La prossima gamma Apple potrebbe essere particolarmente importante. I rumor parlano di iPhone 18 Pro con chip A20 Pro a 2 nanometri, Dynamic Island più piccola, fotocamera con apertura variabile e miglioramenti importanti per Apple Intelligence.
A questi si aggiungerebbe il primo iPhone pieghevole, il modello più atteso e più discusso della nuova fase Apple.
È normale quindi che una parte degli utenti più interessati alla fascia alta decida di aspettare. Mancano pochi mesi al lancio e, quando si parla di prodotti costosi, il tempismo pesa molto.
In questo senso, il taglio di produzione di iPhone 17 può essere anche una mossa prudente: Apple evita accumuli di magazzino proprio mentre si prepara al passaggio generazionale.
Il mercato smartphone sta rallentando
Il contesto generale non aiuta.
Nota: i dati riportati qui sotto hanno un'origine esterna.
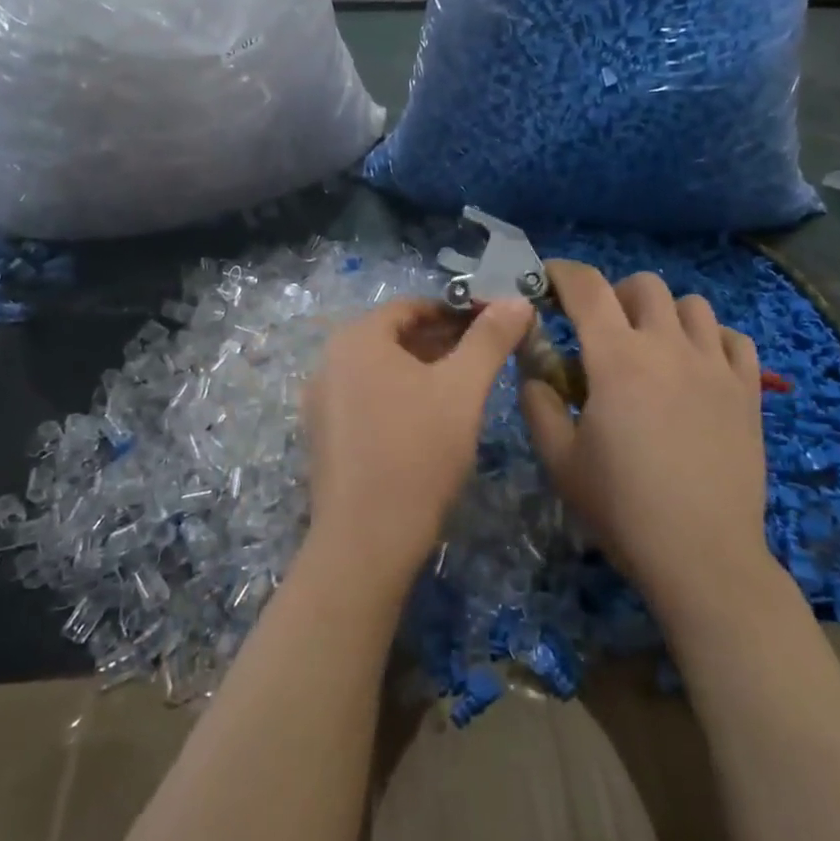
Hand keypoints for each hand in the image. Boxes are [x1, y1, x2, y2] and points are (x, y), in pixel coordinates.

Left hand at [303, 297, 532, 585]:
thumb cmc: (418, 451)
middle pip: (394, 336)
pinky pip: (367, 399)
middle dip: (442, 340)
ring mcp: (322, 401)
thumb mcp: (463, 389)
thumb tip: (517, 300)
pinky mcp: (324, 437)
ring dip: (423, 369)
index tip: (493, 324)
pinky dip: (400, 397)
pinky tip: (431, 421)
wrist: (366, 541)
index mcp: (356, 339)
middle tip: (486, 355)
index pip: (412, 306)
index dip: (456, 310)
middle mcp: (329, 361)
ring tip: (465, 387)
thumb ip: (491, 338)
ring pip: (381, 370)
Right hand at [519, 262, 779, 612]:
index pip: (587, 288)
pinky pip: (735, 339)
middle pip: (644, 285)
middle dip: (615, 294)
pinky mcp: (748, 392)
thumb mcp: (559, 460)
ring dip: (665, 314)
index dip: (562, 273)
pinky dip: (712, 339)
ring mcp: (715, 366)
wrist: (701, 555)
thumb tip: (534, 372)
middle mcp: (668, 348)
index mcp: (617, 359)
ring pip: (693, 304)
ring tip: (653, 347)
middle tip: (602, 329)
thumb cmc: (622, 508)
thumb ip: (538, 404)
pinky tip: (698, 366)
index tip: (547, 278)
TrendForce ha indicato un mercato smartphone globale in contrazione nel primo trimestre 2026, mentre diversi produttori Android stanno facendo i conti con costi più alti e domanda più debole.
La crisi delle memorie DRAM e NAND, spinta dalla richiesta enorme dei data center AI, sta rendendo più costoso produrre smartphone, tablet e computer. I marchi più esposti alle fasce economiche soffrono di più, perché hanno margini ridotti e meno spazio per assorbire gli aumenti.
Apple è più protetta grazie al posizionamento premium, ma non è completamente immune. Anche se iPhone per ora non ha subito aumenti ufficiali come Mac e iPad, la pressione sui componenti resta reale.